* **Input records**:

***

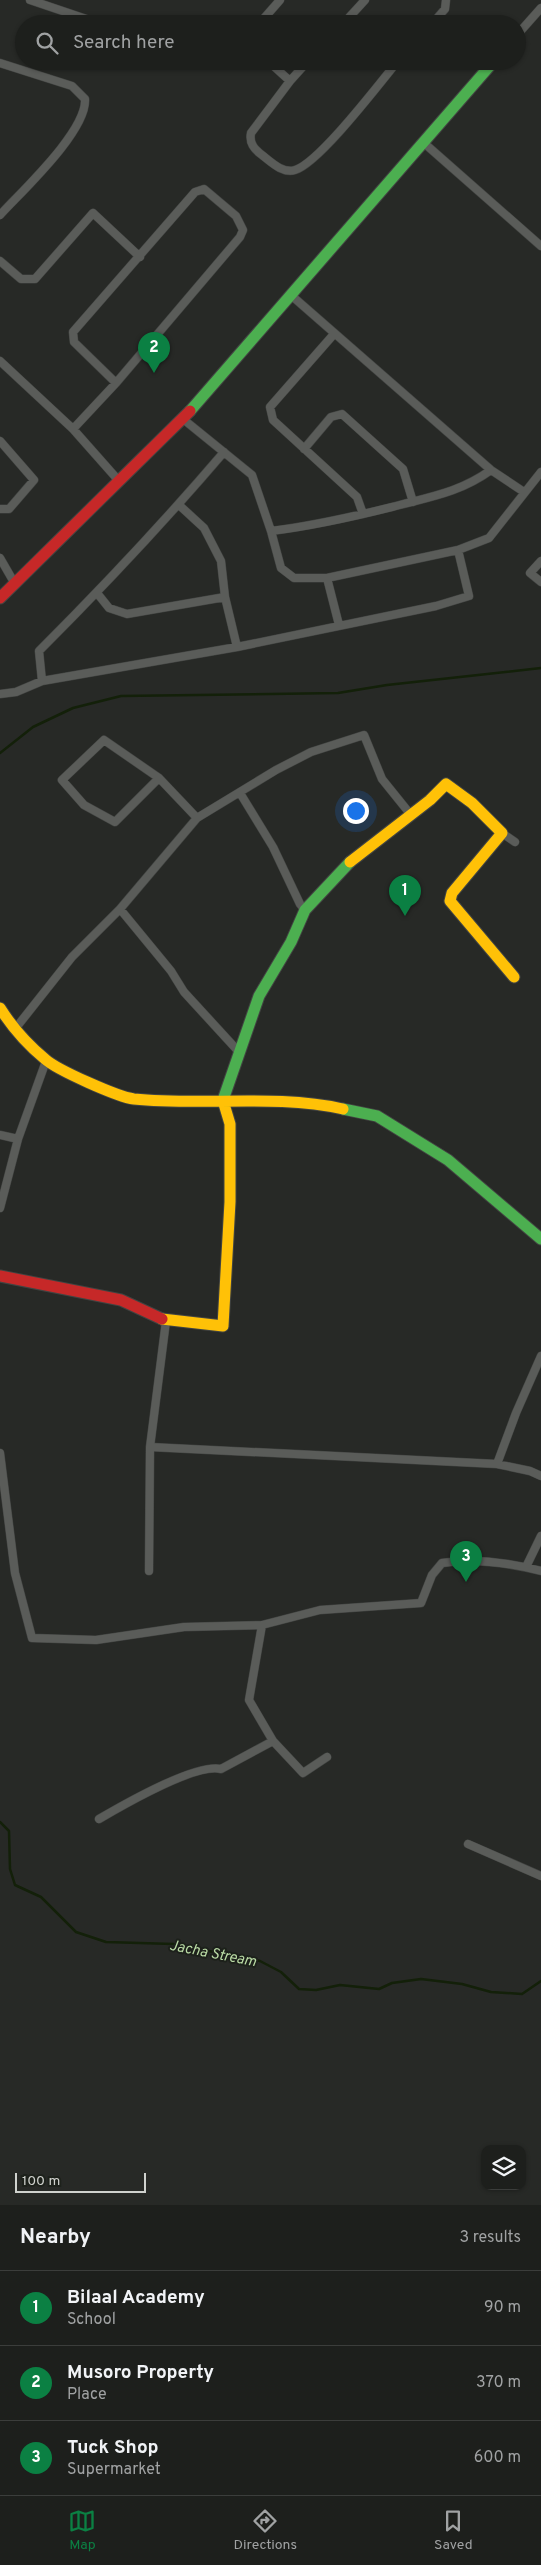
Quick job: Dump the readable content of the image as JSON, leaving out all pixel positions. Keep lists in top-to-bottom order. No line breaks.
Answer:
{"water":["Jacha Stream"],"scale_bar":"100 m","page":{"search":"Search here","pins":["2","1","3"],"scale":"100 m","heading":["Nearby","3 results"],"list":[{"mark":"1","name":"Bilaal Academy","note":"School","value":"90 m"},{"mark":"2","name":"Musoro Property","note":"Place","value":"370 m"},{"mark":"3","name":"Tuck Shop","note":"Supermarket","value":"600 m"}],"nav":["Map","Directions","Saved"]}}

***

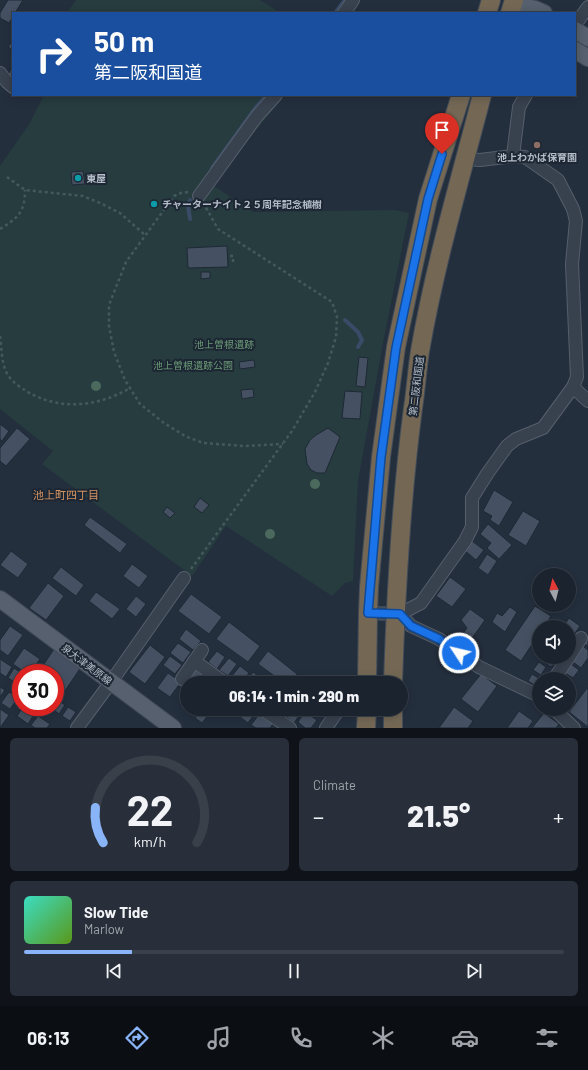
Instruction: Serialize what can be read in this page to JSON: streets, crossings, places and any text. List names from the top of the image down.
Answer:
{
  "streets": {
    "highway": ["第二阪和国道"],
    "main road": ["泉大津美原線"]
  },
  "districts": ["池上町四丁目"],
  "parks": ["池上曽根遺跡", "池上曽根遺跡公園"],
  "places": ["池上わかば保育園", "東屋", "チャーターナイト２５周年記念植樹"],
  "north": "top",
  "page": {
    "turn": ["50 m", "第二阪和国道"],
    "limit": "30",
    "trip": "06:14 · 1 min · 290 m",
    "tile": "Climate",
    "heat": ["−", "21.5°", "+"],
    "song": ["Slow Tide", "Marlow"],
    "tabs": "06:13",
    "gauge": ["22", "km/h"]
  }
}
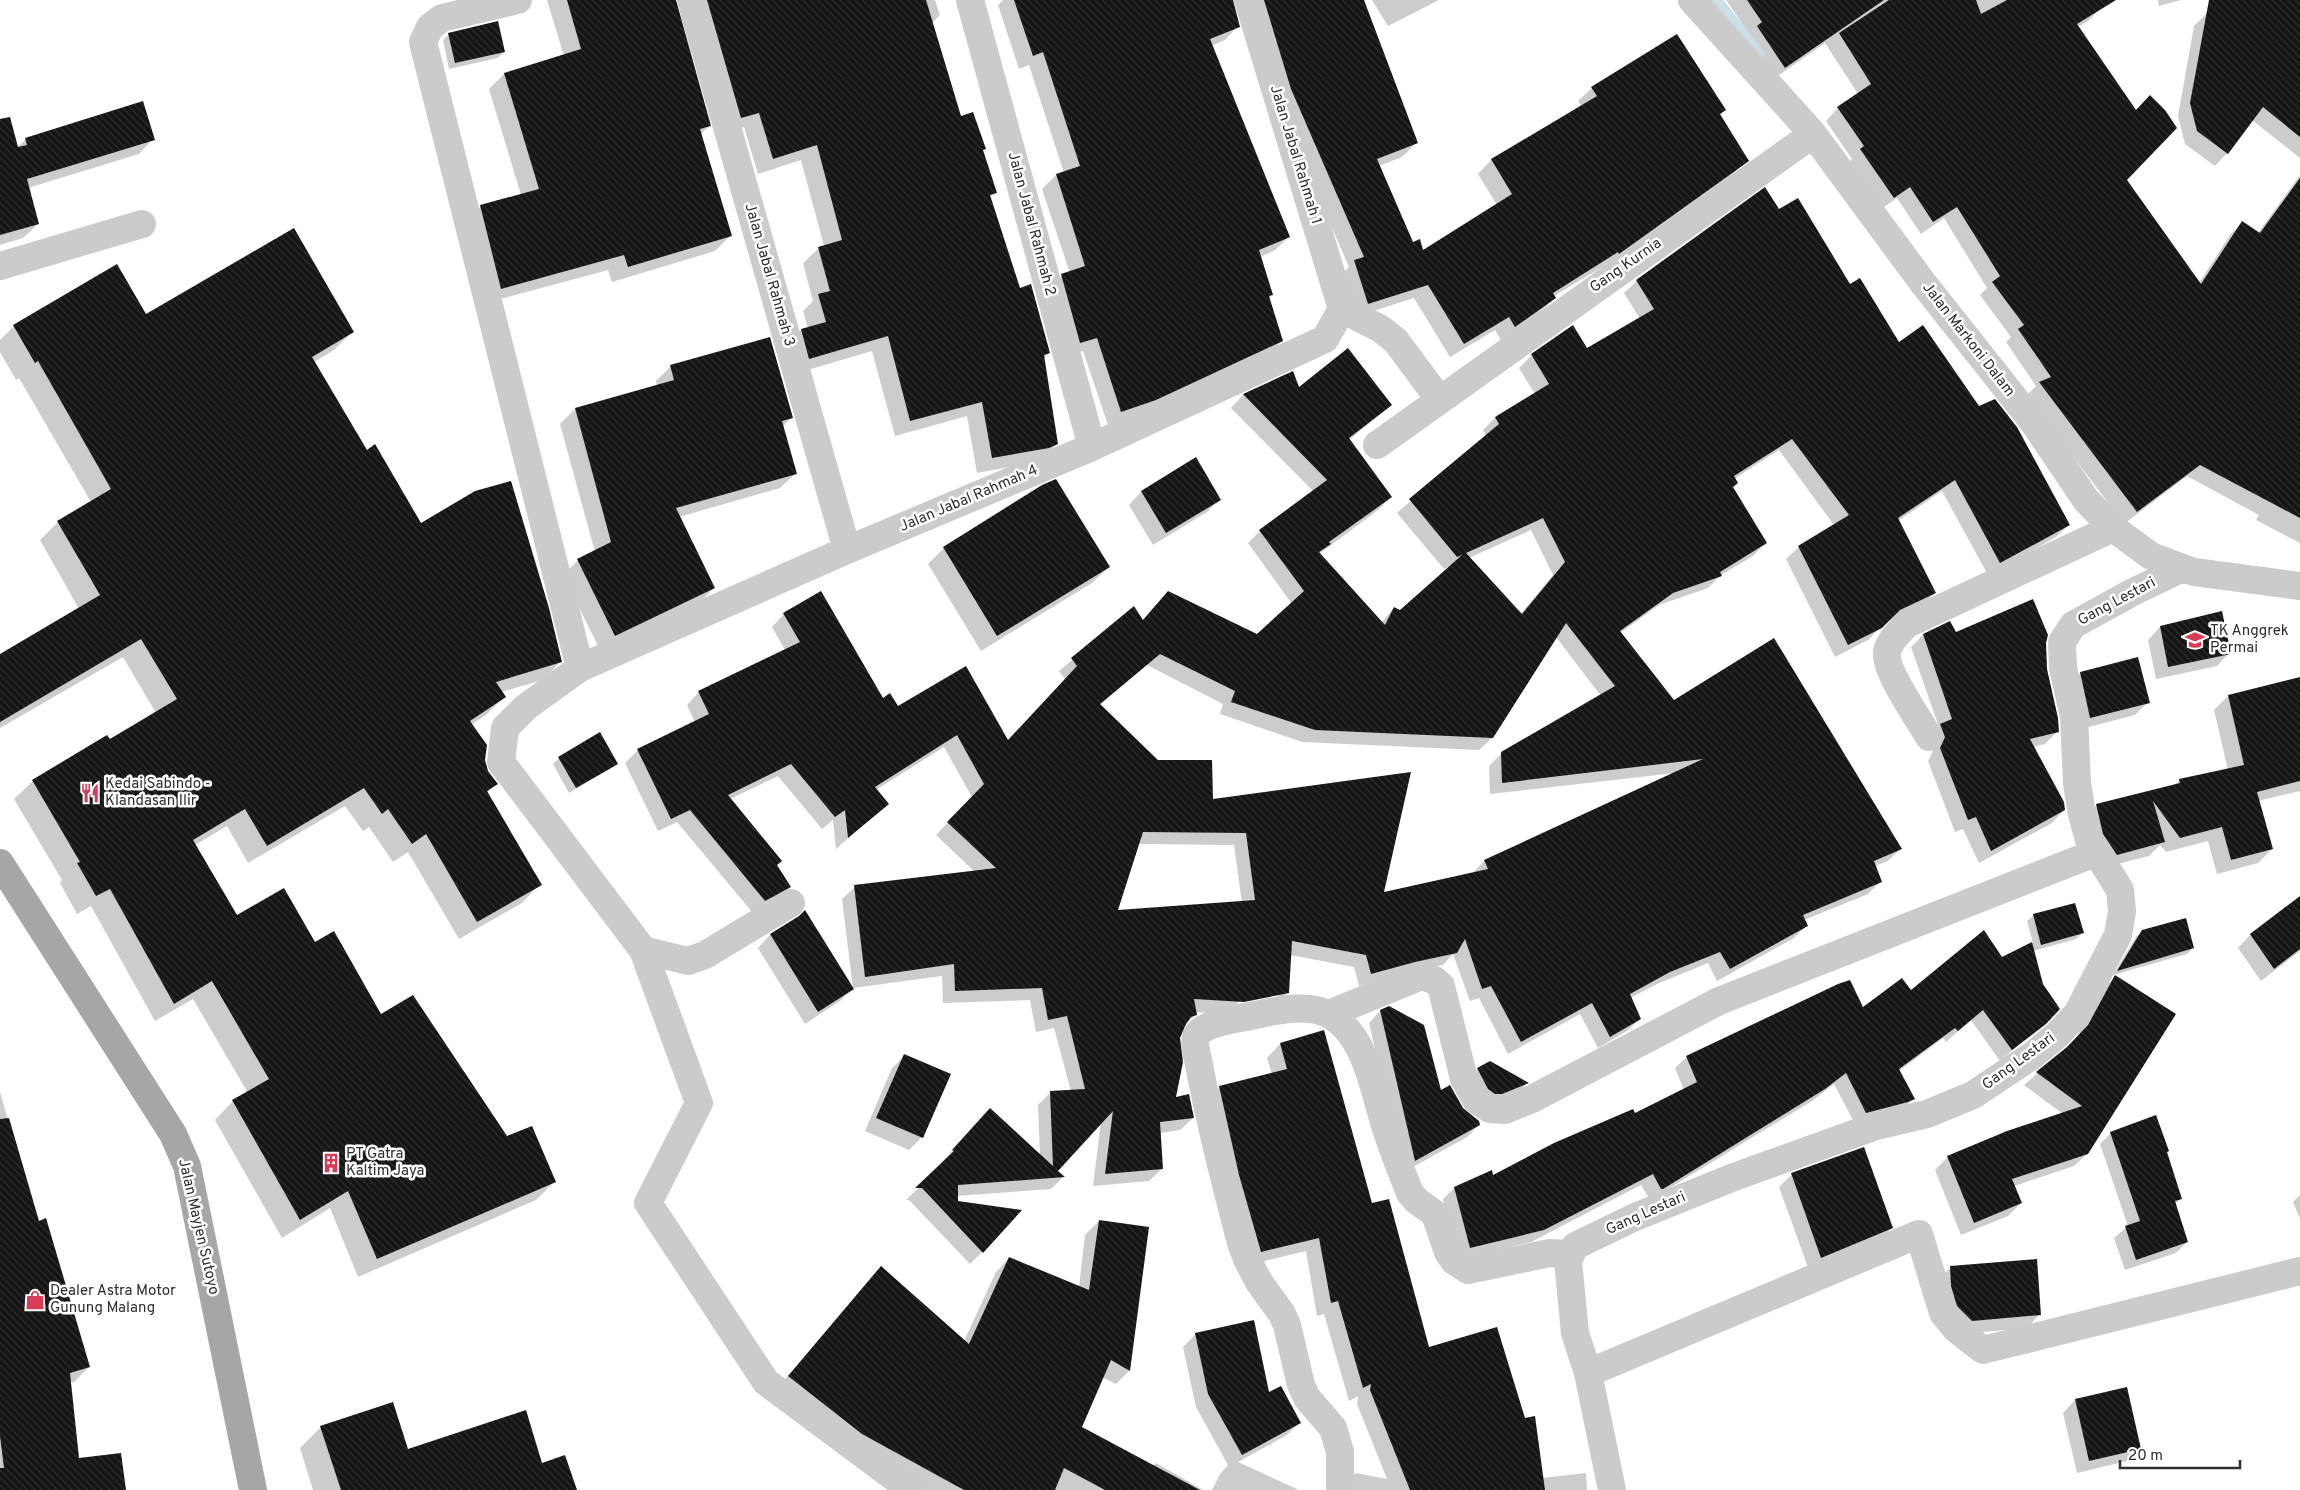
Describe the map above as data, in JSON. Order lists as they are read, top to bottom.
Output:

***

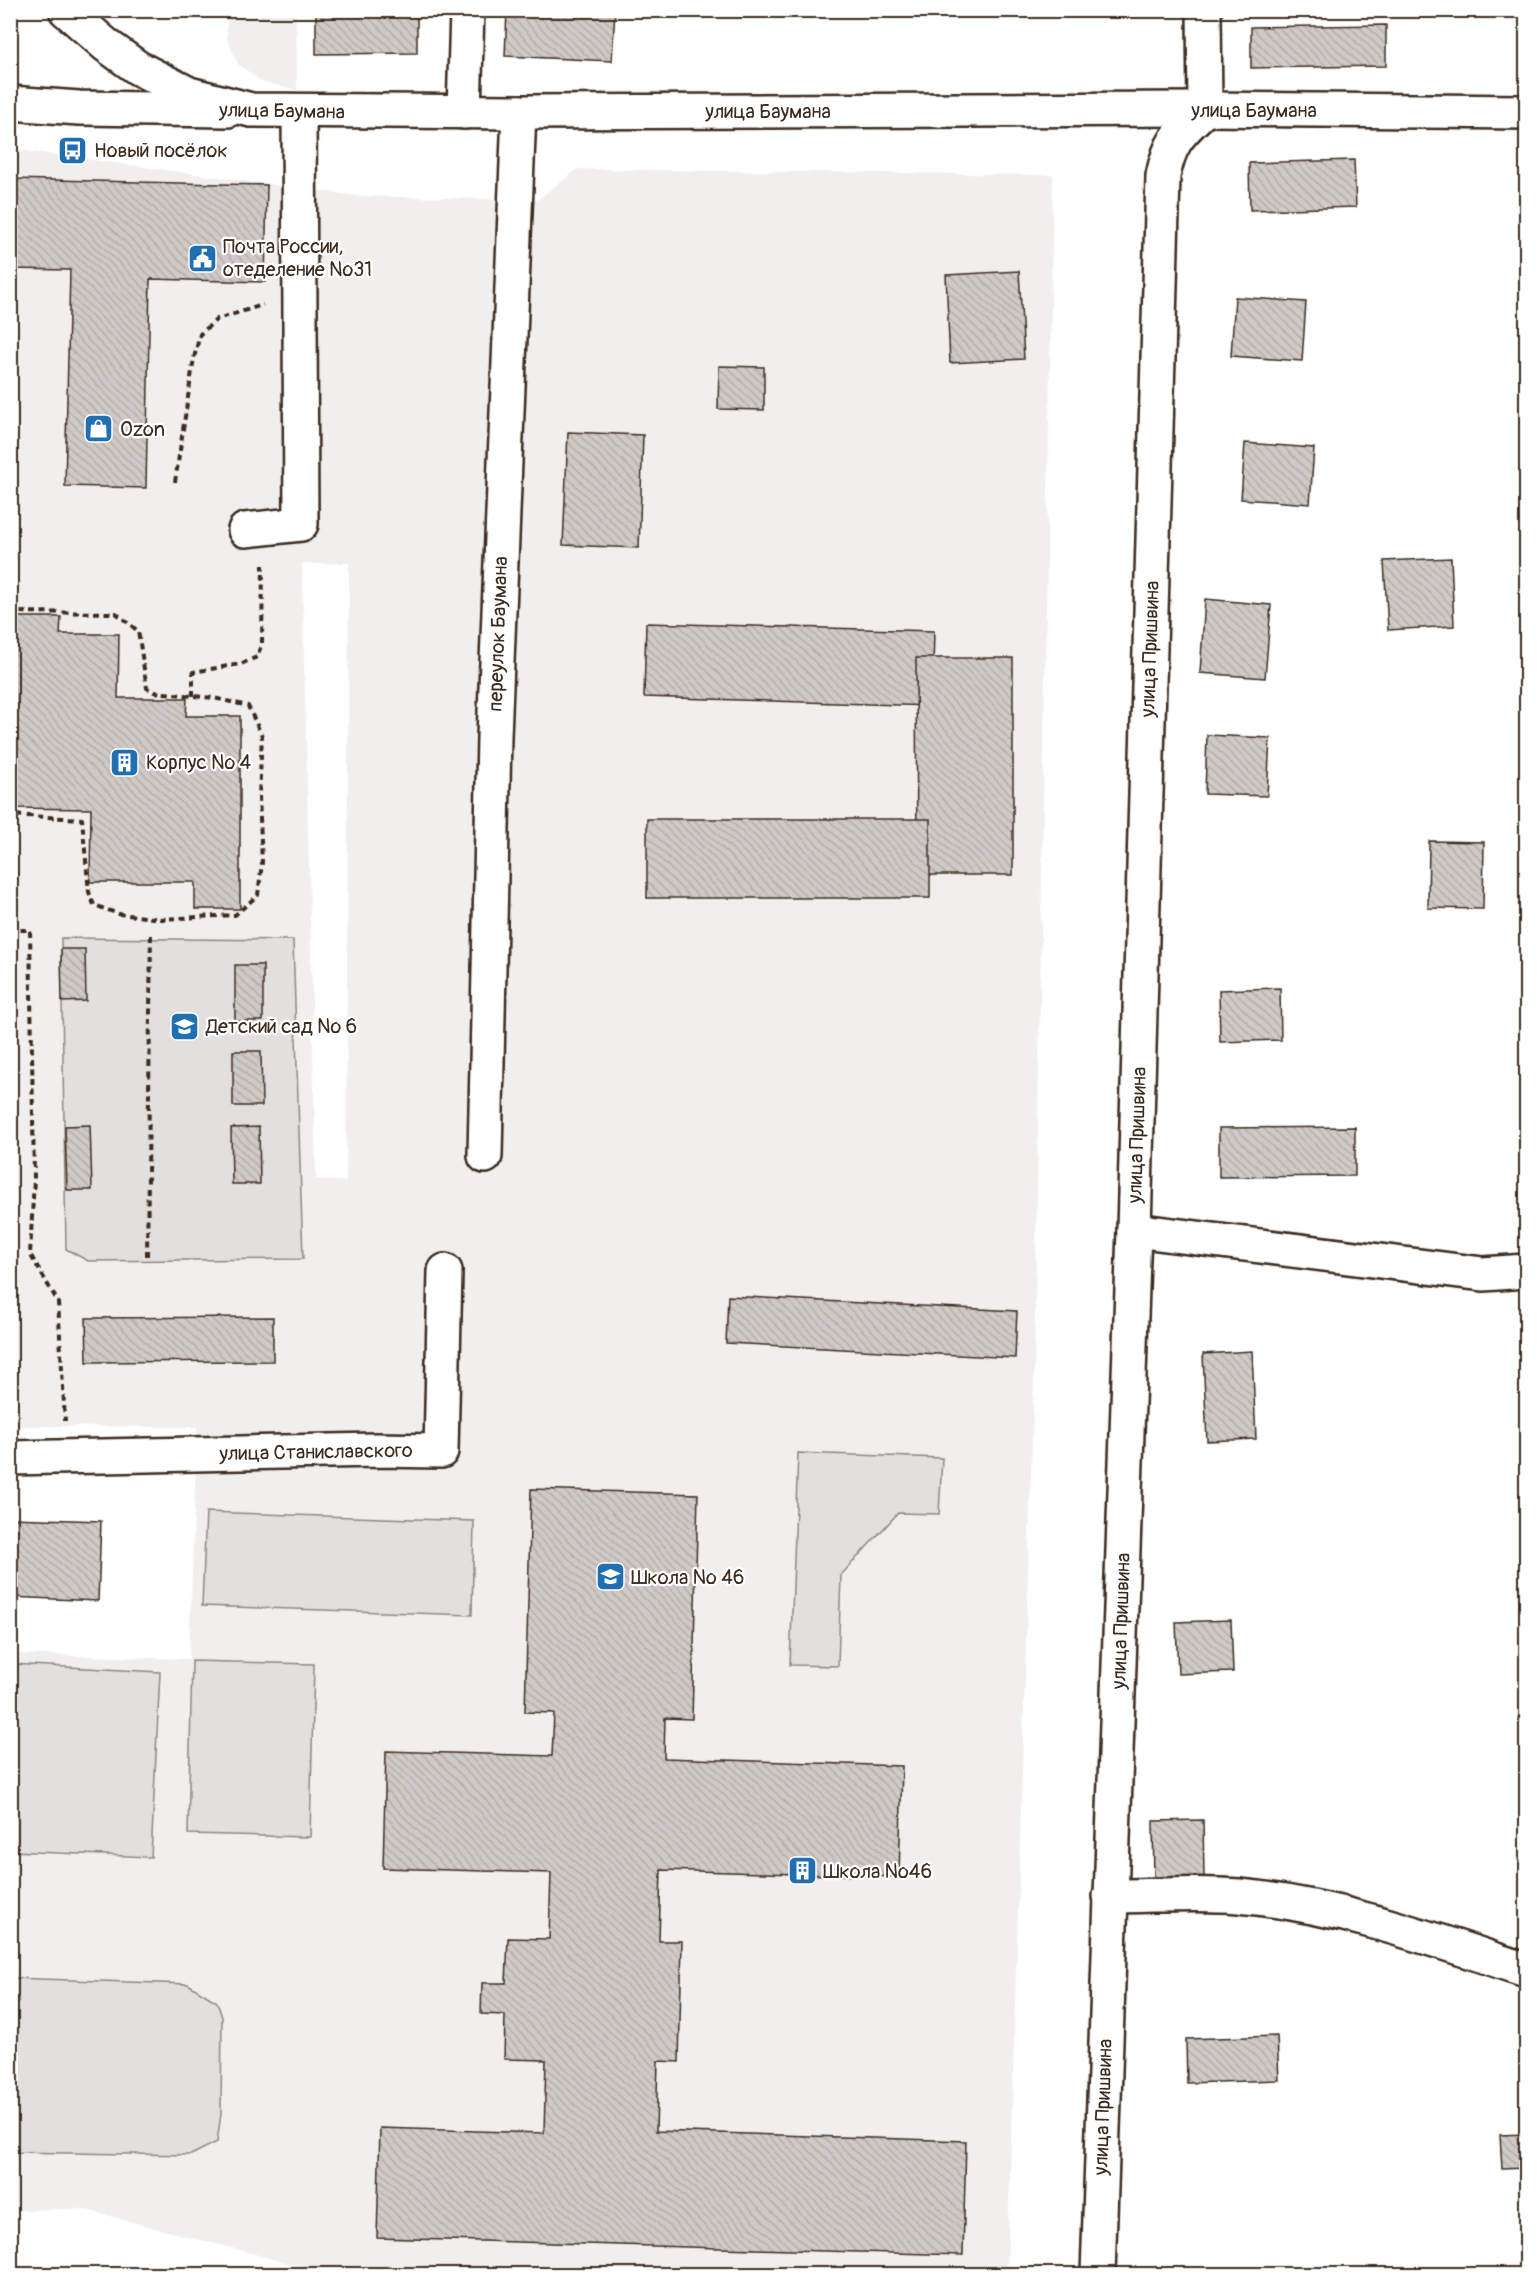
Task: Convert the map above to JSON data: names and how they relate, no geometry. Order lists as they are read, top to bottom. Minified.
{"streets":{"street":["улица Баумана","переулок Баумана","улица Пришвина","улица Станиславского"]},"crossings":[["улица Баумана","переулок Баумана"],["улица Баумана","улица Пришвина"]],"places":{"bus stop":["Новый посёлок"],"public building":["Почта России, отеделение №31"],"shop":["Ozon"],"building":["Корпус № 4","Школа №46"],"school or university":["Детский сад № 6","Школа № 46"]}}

***

* **Work instructions**: Return each line of the preceding material in which "image" can be found.

* **Problem solution**:
Quick job: Dump the readable content of the image as JSON, leaving out all pixel positions. Keep lists in top-to-bottom order. No line breaks.
Instruction: Serialize what can be read in this page to JSON: streets, crossings, places and any text. List names from the top of the image down.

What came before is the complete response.